The problem with two-step estimation is that the first step uses an assumption that is violated in the second step and as such makes the estimators of both steps inefficient and sometimes inconsistent, as discussed in earlier posts (cited e.g. in the OP).
Selecting a conditional mean-conditional variance model is not easy because it is a large animal and there are so many choices to make. Selecting sequantially (first the conditional mean model, then the conditional variance model) is suboptimal because the first step depends on assumptions that are violated in the second step, and I am not aware of any theoretical results that guarantee consistent selection or the like, as also discussed in previous posts. Nevertheless, this is sometimes done in practice and even recommended in time series textbooks such as Tsay "Analysis of Financial Time Series" (2005). However, I perceive the recommendation as "a" model selection strategy that is relatively easy, but not necessarily "the best" one.
Among other strategies probably the simplest, although computationally demanding one would be to fix a pool of candidate models (e.g. all submodels of ARMA(4,4)-GARCH(2,2)), estimate them (preferably simultaneously) and select the one with the lowest AIC (if the goal is forecasting) or BIC (if the goal is recovering the "true" model).
Questions 1, 2 and 3
- This should be clear from the text above.
- It is possible, but that does not mean it is desirable. As I mentioned, I am not aware of any theoretical results that guarantee consistent selection in the two-step approach. On the other hand, sometimes it makes sense to go for speed and convenience instead of a statistically "clean" approach, and this is what people often do.

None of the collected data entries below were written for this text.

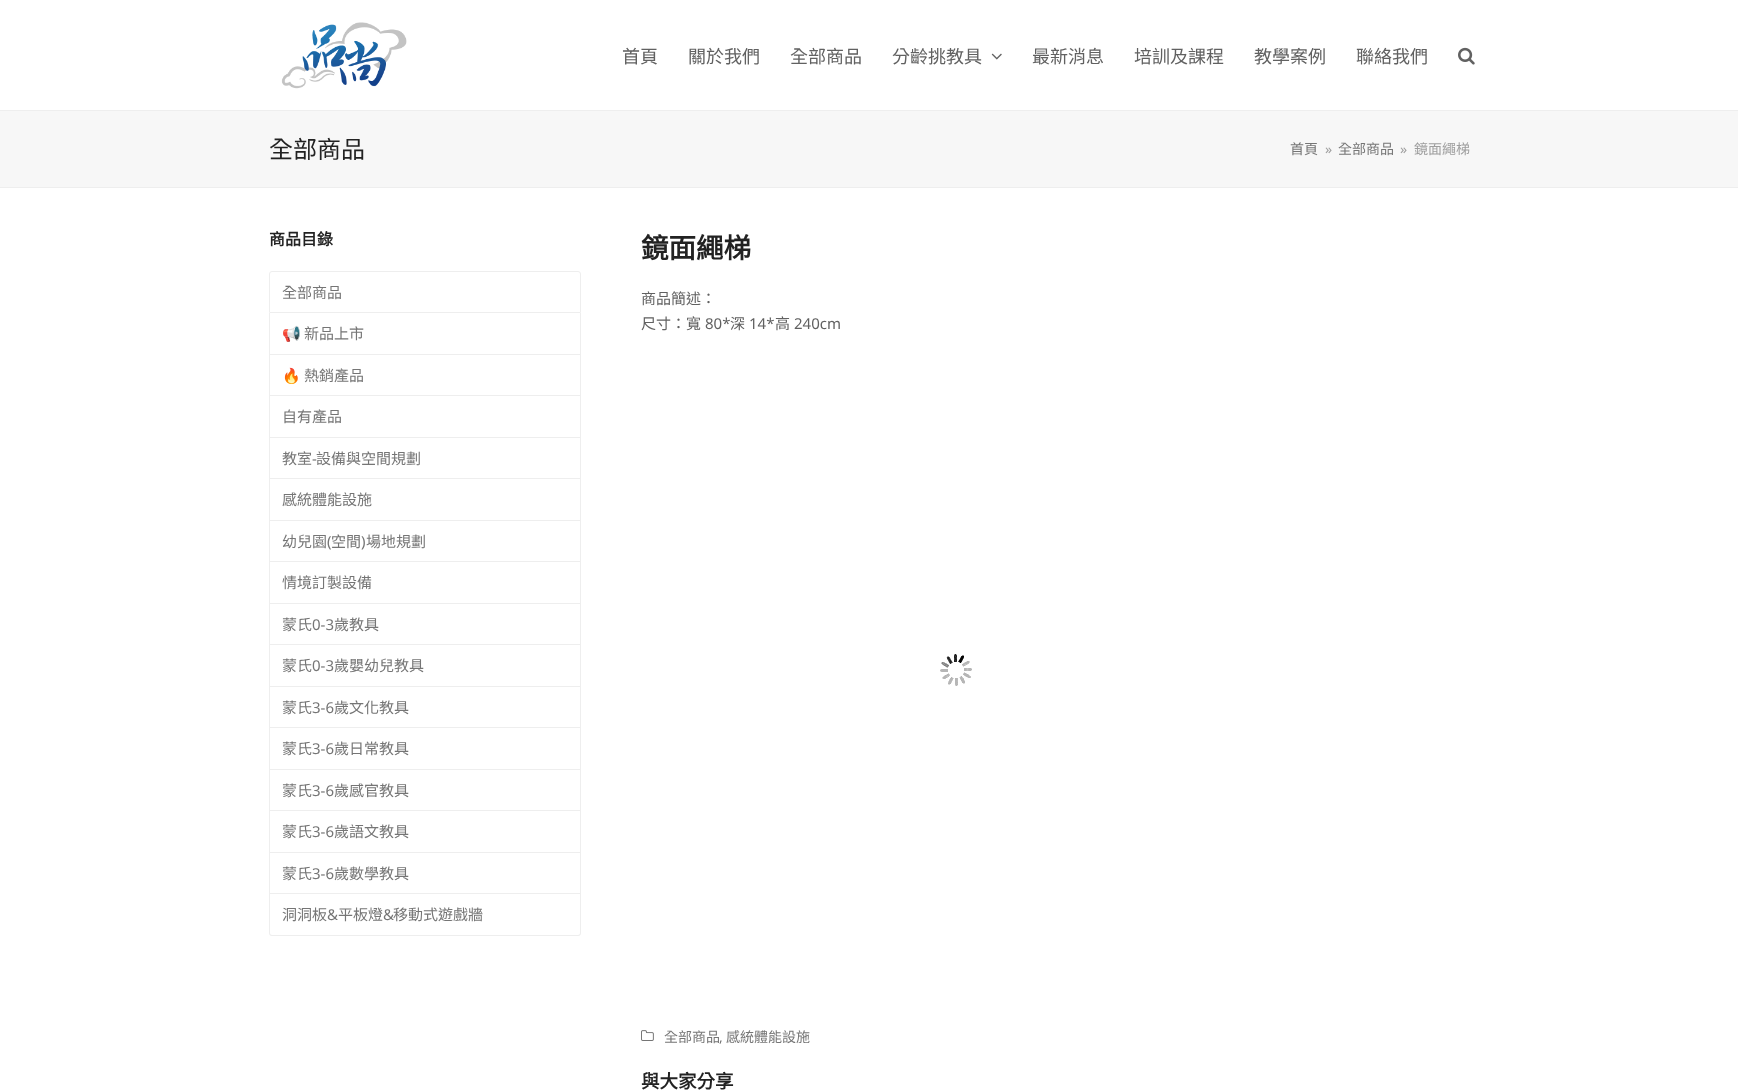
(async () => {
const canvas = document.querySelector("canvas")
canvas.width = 1738
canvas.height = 1091
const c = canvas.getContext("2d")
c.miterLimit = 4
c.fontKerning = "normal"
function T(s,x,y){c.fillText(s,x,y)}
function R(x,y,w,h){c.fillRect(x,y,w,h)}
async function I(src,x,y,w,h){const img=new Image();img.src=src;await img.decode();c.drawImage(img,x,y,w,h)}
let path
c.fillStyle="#fff"
R(0,0,1738,1091)
await I("1.png",281,22,126,67)
c.font="18px Noto Sans CJK TC"
c.fillStyle="#616161"
T("首頁",622,63)
T("關於我們",688,63)
T("全部商品",790,63)
T("分齡挑教具",892,63)
await I("2.png",991,53,11,7)
T("最新消息",1032,63)
T("培訓及課程",1134,63)
T("教學案例",1254,63)
T("聯絡我們",1356,63)
await I("3.png",1458,47,17,18)
c.fillStyle="#f7f7f7"
R(0,111,1738,76)
c.fillStyle="#eee"
R(0,110,1738,1)
R(0,187,1738,1)
c.font="24px Noto Sans CJK TC"
c.fillStyle="#222"
T("全部商品",269,158)
c.font="14px Noto Sans CJK TC"
c.fillStyle="#757575"
T("首頁",1290,154)
c.font="14px Noto Sans"
c.fillStyle="#9e9e9e"
T("»",1325,154)
c.font="14px Noto Sans CJK TC"
c.fillStyle="#757575"
T("全部商品",1338,154)
c.font="14px Noto Sans"
c.fillStyle="#9e9e9e"
T("»",1400,154)
c.font="14px Noto Sans CJK TC"
T("鏡面繩梯",1414,154)
c.font="bold 16px Noto Sans CJK TC"
c.fillStyle="#222"
T("商品目錄",269,245)
c.beginPath()
c.roundRect(269.5,271.5,311,41,[2.5,2.5,0,0])
c.strokeStyle="#eee"
c.stroke()
c.font="15px Noto Sans CJK TC"
c.fillStyle="#757575"
T("全部商品",282,298)
c.fillStyle="#eee"
R(580,313,1,581)
R(269,354,312,1)
R(269,313,1,42)
c.font="15px Noto Color Emoji"
c.fillStyle="#757575"
T("📢",282,339)
c.font="15px Noto Sans CJK TC"
T("新品上市",304,339)
c.fillStyle="#eee"
R(269,395,312,1)
R(269,355,1,41)
c.font="15px Noto Color Emoji"
c.fillStyle="#757575"
T("🔥",282,381)
c.font="15px Noto Sans CJK TC"
T("熱銷產品",304,381)
c.fillStyle="#eee"
R(269,437,312,1)
R(269,396,1,42)
c.fillStyle="#757575"
T("自有產品",282,422)
c.fillStyle="#eee"
R(269,478,312,1)
R(269,438,1,41)
c.fillStyle="#757575"
T("教室",282,464)
c.font="15px Noto Sans"
T("-",312,464)
c.font="15px Noto Sans CJK TC"
T("設備與空間規劃",316,464)
c.fillStyle="#eee"
R(269,520,312,1)
R(269,479,1,42)
c.fillStyle="#757575"
T("感統體能設施",282,505)
c.fillStyle="#eee"
R(269,561,312,1)
R(269,521,1,41)
c.fillStyle="#757575"
T("幼兒園",282,547)
c.font="15px Noto Sans"
T("(",327,547)
c.font="15px Noto Sans CJK TC"
T("空間",331,547)
c.font="15px Noto Sans"
T(")",361,547)
c.font="15px Noto Sans CJK TC"
T("場地規劃",366,547)
c.fillStyle="#eee"
R(269,603,312,1)
R(269,562,1,42)
c.fillStyle="#757575"
T("情境訂製設備",282,588)
c.fillStyle="#eee"
R(269,644,312,1)
R(269,604,1,41)
c.fillStyle="#757575"
T("蒙氏",282,630)
c.font="15px Noto Sans"
T("0-3",312,630)
c.font="15px Noto Sans CJK TC"
T("歲教具",334,630)
c.fillStyle="#eee"
R(269,686,312,1)
R(269,645,1,42)
c.fillStyle="#757575"
T("蒙氏",282,671)
c.font="15px Noto Sans"
T("0-3",312,671)
c.font="15px Noto Sans CJK TC"
T("歲嬰幼兒教具",334,671)
c.fillStyle="#eee"
R(269,727,312,1)
R(269,687,1,41)
c.fillStyle="#757575"
T("蒙氏",282,713)
c.font="15px Noto Sans"
T("3-6",312,713)
c.font="15px Noto Sans CJK TC"
T("歲文化教具",334,713)
c.fillStyle="#eee"
R(269,769,312,1)
R(269,728,1,42)
c.fillStyle="#757575"
T("蒙氏",282,754)
c.font="15px Noto Sans"
T("3-6",312,754)
c.font="15px Noto Sans CJK TC"
T("歲日常教具",334,754)
c.fillStyle="#eee"
R(269,810,312,1)
R(269,770,1,41)
c.fillStyle="#757575"
T("蒙氏",282,796)
c.font="15px Noto Sans"
T("3-6",312,796)
c.font="15px Noto Sans CJK TC"
T("歲感官教具",334,796)
c.fillStyle="#eee"
R(269,852,312,1)
R(269,811,1,42)
c.fillStyle="#757575"
T("蒙氏",282,837)
c.font="15px Noto Sans"
T("3-6",312,837)
c.font="15px Noto Sans CJK TC"
T("歲語文教具",334,837)
c.fillStyle="#eee"
R(269,893,312,1)
R(269,853,1,41)
c.fillStyle="#757575"
T("蒙氏",282,879)
c.font="15px Noto Sans"
T("3-6",312,879)
c.font="15px Noto Sans CJK TC"
T("歲數學教具",334,879)
c.fillStyle="#eee"
path = new Path2D("M269 894h312v39c0 2-1 3-3 3h-306c-2 0-3-1-3-3zm1 0h310v39c0 1-1 2-2 2h-306c-1 0-2-1-2-2z")
c.fill(path,"evenodd")
c.fillStyle="#757575"
T("洞洞板",282,920)
c.font="15px Noto Sans"
T("&",327,920)
c.font="15px Noto Sans CJK TC"
T("平板燈",338,920)
c.font="15px Noto Sans"
T("&",383,920)
c.font="15px Noto Sans CJK TC"
T("移動式遊戲牆",393,920)
c.font="bold 27.5px Noto Sans CJK TC"
c.fillStyle="#222"
T("鏡面繩梯",641,258)
c.font="15px Noto Sans CJK TC"
c.fillStyle="#616161"
T("商品簡述：",641,304)
T("尺寸：寬",641,329)
c.font="15px Noto Sans"
T("80*",705,329)
c.font="15px Noto Sans CJK TC"
T("深",730,329)
c.font="15px Noto Sans"
T("14*",749,329)
c.font="15px Noto Sans CJK TC"
T("高",775,329)
c.font="15px Noto Sans"
T("240cm",794,329)
await I("4.png",940,654,32,32)
await I("5.png",641,1030,13,11)
c.font="14px Noto Sans CJK TC"
c.fillStyle="#757575"
T("全部商品",664,1042)
c.font="14px Noto Sans"
T(",",719,1042)
c.font="14px Noto Sans CJK TC"
T("感統體能設施",726,1042)
c.font="bold 18.5px Noto Sans CJK TC"
c.fillStyle="#222"
T("與大家分享",641,1088)
})()
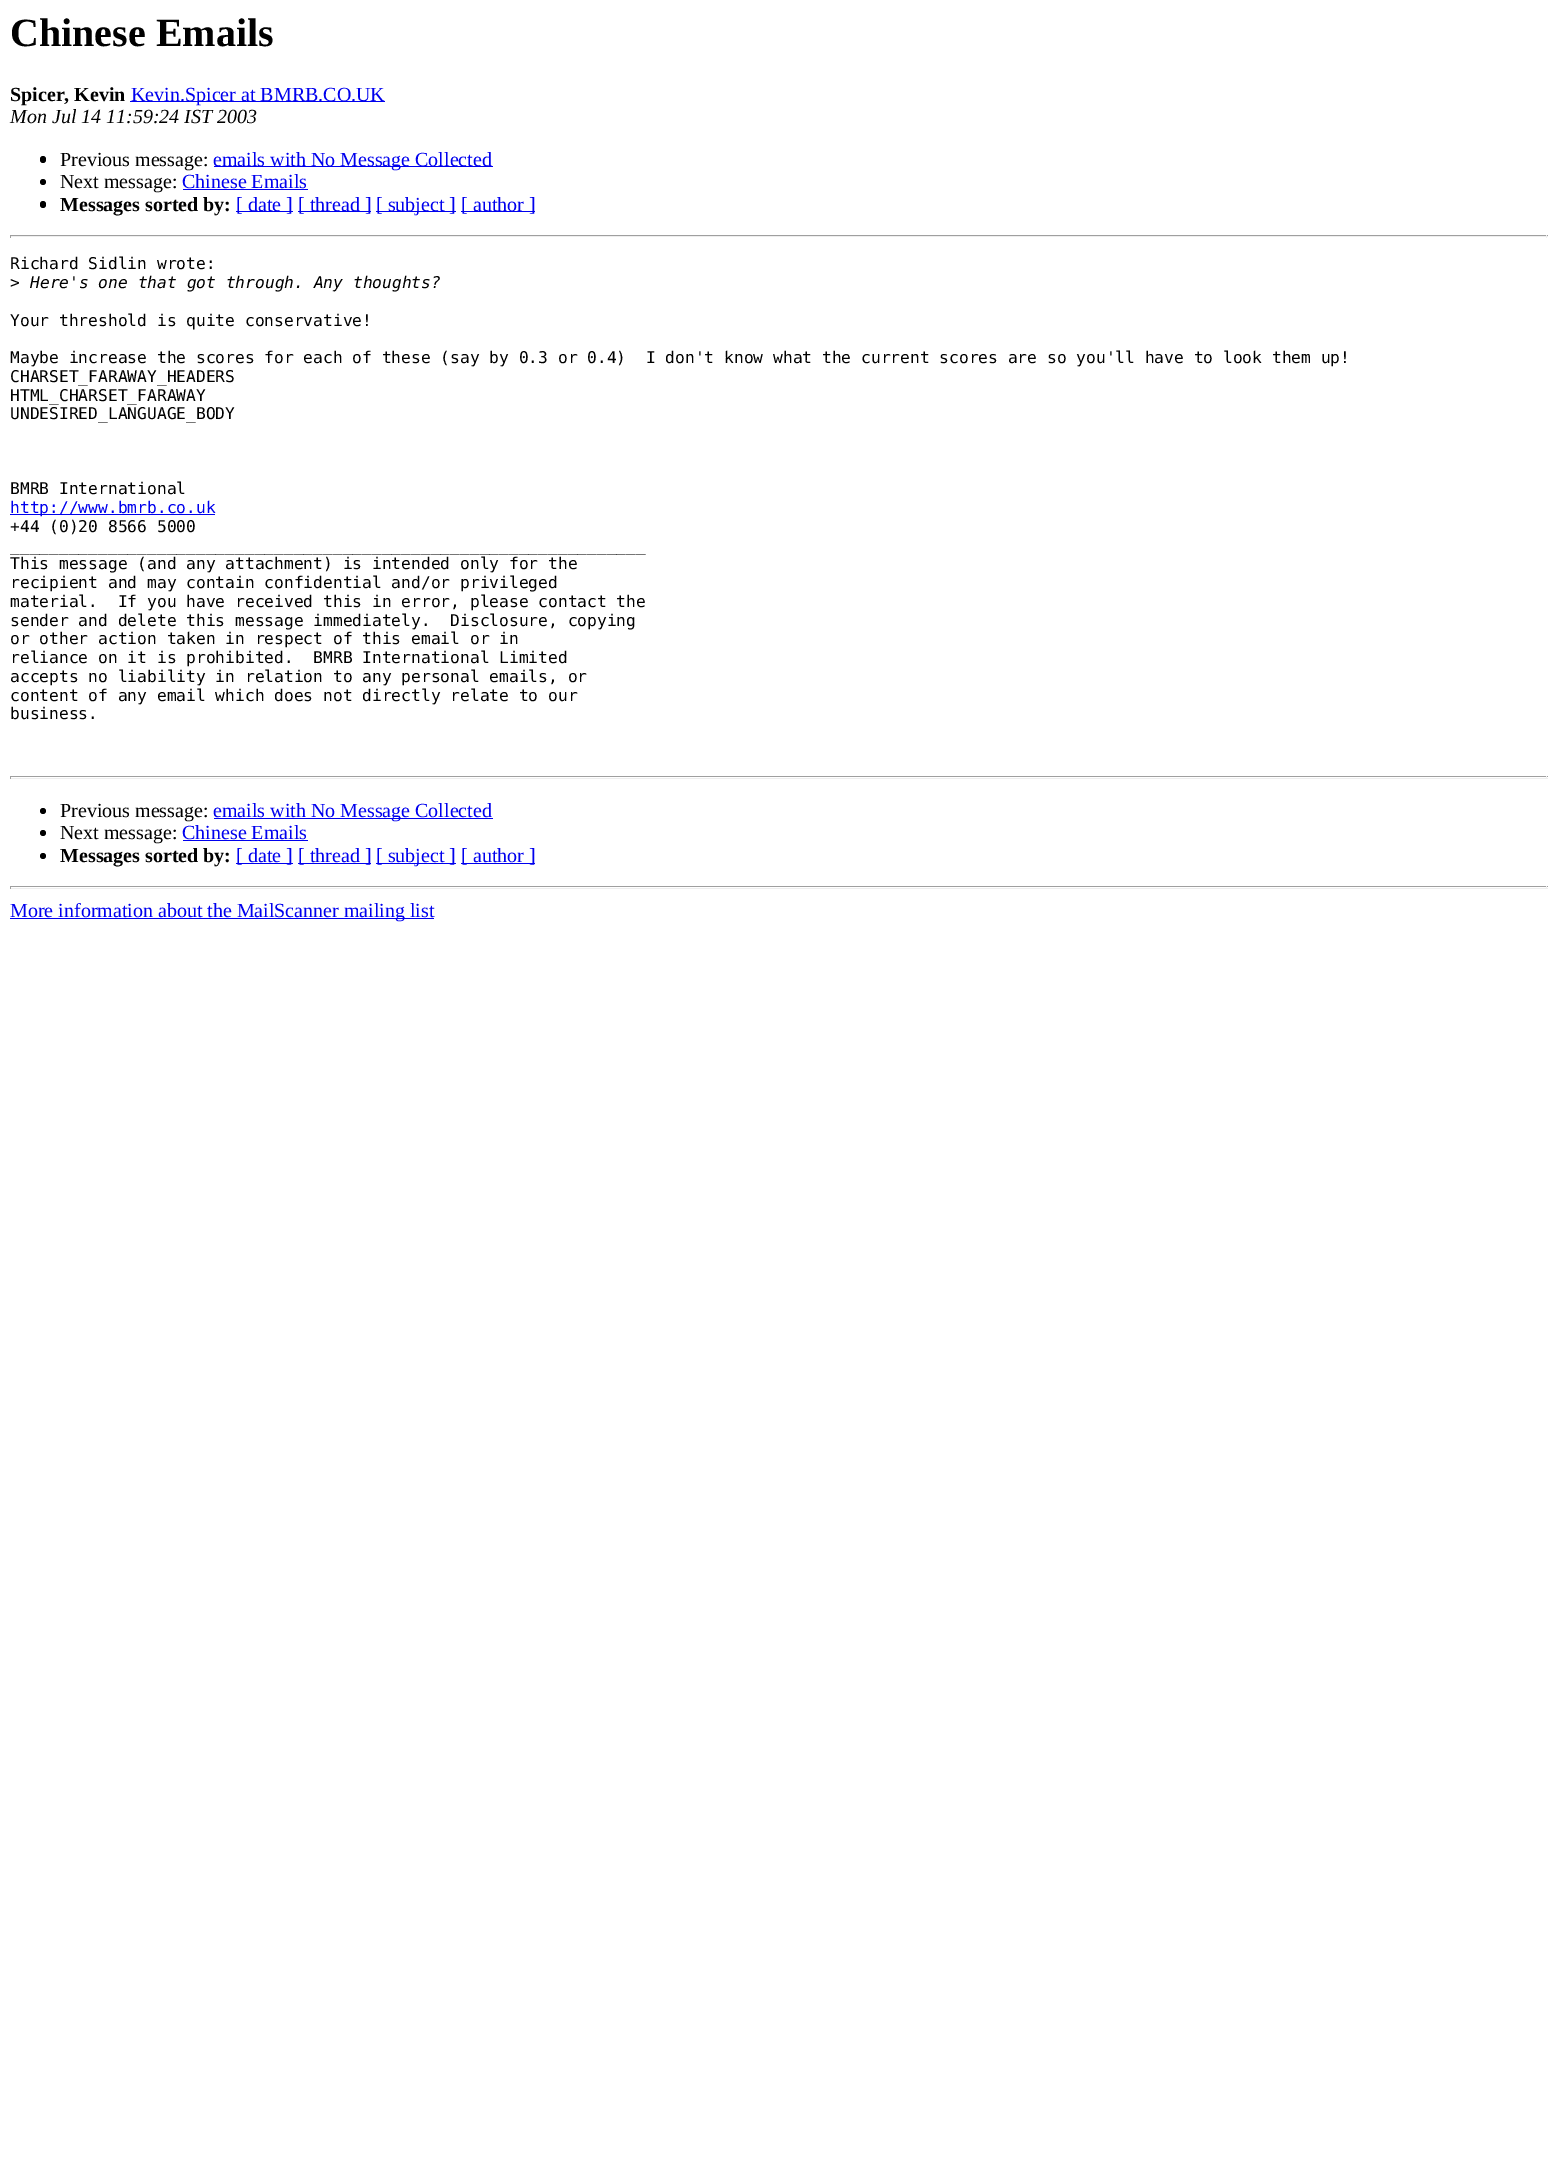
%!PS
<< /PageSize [1557 2181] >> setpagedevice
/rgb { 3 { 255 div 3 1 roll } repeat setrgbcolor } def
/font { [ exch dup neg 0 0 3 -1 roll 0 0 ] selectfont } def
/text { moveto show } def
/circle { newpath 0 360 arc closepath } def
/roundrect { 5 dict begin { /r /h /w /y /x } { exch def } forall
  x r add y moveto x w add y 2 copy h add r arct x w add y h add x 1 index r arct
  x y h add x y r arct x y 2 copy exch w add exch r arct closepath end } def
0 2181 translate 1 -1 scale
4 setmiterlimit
255 255 255 rgb
0 0 1557 2181 rectfill
0 0 238 rgb
130 101 255 1 rectfill
0 0 0 rgb
40 156 6 7 3 roundrect fill
0 0 238 rgb
214 166 279 1 rectfill
0 0 0 rgb
43 182 3 circle fill
0 0 238 rgb
183 189 125 1 rectfill
0 0 0 rgb
40 201 6 7 3 roundrect fill
0 0 238 rgb
236 211 57 1 rectfill
298 211 73 1 rectfill
376 211 80 1 rectfill
461 211 74 1 rectfill
159 159 159 rgb
10 235 1538 1 rectfill
238 238 238 rgb
1546 235 1 3 rectfill
10 236 1538 1 rectfill
159 159 159 rgb
10 235 1 3 rectfill
0 0 238 rgb
10 514 205 1 rectfill
159 159 159 rgb
10 776 1538 1 rectfill
238 238 238 rgb
1546 776 1 3 rectfill
10 778 1538 1 rectfill
159 159 159 rgb
10 776 1 3 rectfill
0 0 0 rgb
43 811 3 circle fill
0 0 238 rgb
214 818 279 1 rectfill
0 0 0 rgb
43 833 3 circle fill
0 0 238 rgb
183 840 125 1 rectfill
0 0 0 rgb
43 856 3 circle fill
0 0 238 rgb
236 863 57 1 rectfill
298 863 73 1 rectfill
376 863 80 1 rectfill
461 863 74 1 rectfill
159 159 159 rgb
10 886 1538 1 rectfill
238 238 238 rgb
1546 886 1 3 rectfill
10 888 1538 1 rectfill
159 159 159 rgb
10 886 1 3 rectfill
0 0 238 rgb
10 918 424 1 rectfill
/LiberationSerif-Bold 40 font
0 0 0 rgb
(Chinese Emails) 10 46 text
/LiberationSerif-Bold 20 font
(Spicer, Kevin) 10 101 text
/LiberationSerif-Regular 20 font
0 0 238 rgb
(Kevin.Spicer at BMRB.CO.UK) 131 101 text
/LiberationSerif-Italic 20 font
0 0 0 rgb
(Mon Jul 14 11:59:24 IST 2003) 10 123 text
/LiberationSerif-Regular 20 font
(Previous message:) 60 166 text
0 0 238 rgb
(emails with No Message Collected) 213 166 text
0 0 0 rgb
(Next message:) 60 188 text
0 0 238 rgb
(Chinese Emails) 182 188 text
/LiberationSerif-Bold 20 font
0 0 0 rgb
(Messages sorted by:) 60 211 text
/LiberationSerif-Regular 20 font
0 0 238 rgb
([ date ]) 236 211 text
([ thread ]) 298 211 text
([ subject ]) 376 211 text
([ author ]) 461 211 text
/DejaVuSansMono-Regular 16.25 font
0 0 0 rgb
(Richard Sidlin wrote:) 10 269 text
(>) 10 288 text
/DejaVuSansMono-Italic 16.25 font
(Here's one that got through. Any thoughts?) 30 288 text
/DejaVuSansMono-Regular 16.25 font
(Your threshold is quite conservative!) 10 326 text
(Maybe increase the scores for each of these \(say by 0.3 or 0.4\)  I don't know what the current scores are so you'll have to look them up!) 10 363 text
(CHARSET_FARAWAY_HEADERS) 10 382 text
(HTML_CHARSET_FARAWAY) 10 401 text
(UNDESIRED_LANGUAGE_BODY) 10 419 text
(BMRB International) 10 494 text
0 0 238 rgb
(http://www.bmrb.co.uk) 10 513 text
0 0 0 rgb
(+44 \(0\)20 8566 5000) 10 532 text
(_________________________________________________________________) 10 551 text
(This message \(and any attachment\) is intended only for the) 10 569 text
(recipient and may contain confidential and/or privileged) 10 588 text
(material.  If you have received this in error, please contact the) 10 607 text
(sender and delete this message immediately.  Disclosure, copying) 10 626 text
(or other action taken in respect of this email or in) 10 644 text
(reliance on it is prohibited.  BMRB International Limited) 10 663 text
(accepts no liability in relation to any personal emails, or) 10 682 text
(content of any email which does not directly relate to our) 10 701 text
(business.) 10 719 text
/LiberationSerif-Regular 20 font
(Previous message:) 60 817 text
0 0 238 rgb
(emails with No Message Collected) 213 817 text
0 0 0 rgb
(Next message:) 60 839 text
0 0 238 rgb
(Chinese Emails) 182 839 text
/LiberationSerif-Bold 20 font
0 0 0 rgb
(Messages sorted by:) 60 862 text
/LiberationSerif-Regular 20 font
0 0 238 rgb
([ date ]) 236 862 text
([ thread ]) 298 862 text
([ subject ]) 376 862 text
([ author ]) 461 862 text
(More information about the MailScanner mailing list) 10 917 text
showpage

- The model estimated on data until time $t$ will immediately yield a forecast for time $t+1$, because the left hand side of the model leads the right hand side by one time period. If you want to forecast further ahead, do that iteratively: consider the $h-1$-step-ahead forecast as real data and this way "extend your sample" by $h-1$ time points, then do exactly the same as when forecasting 1 step ahead (do not refit the model).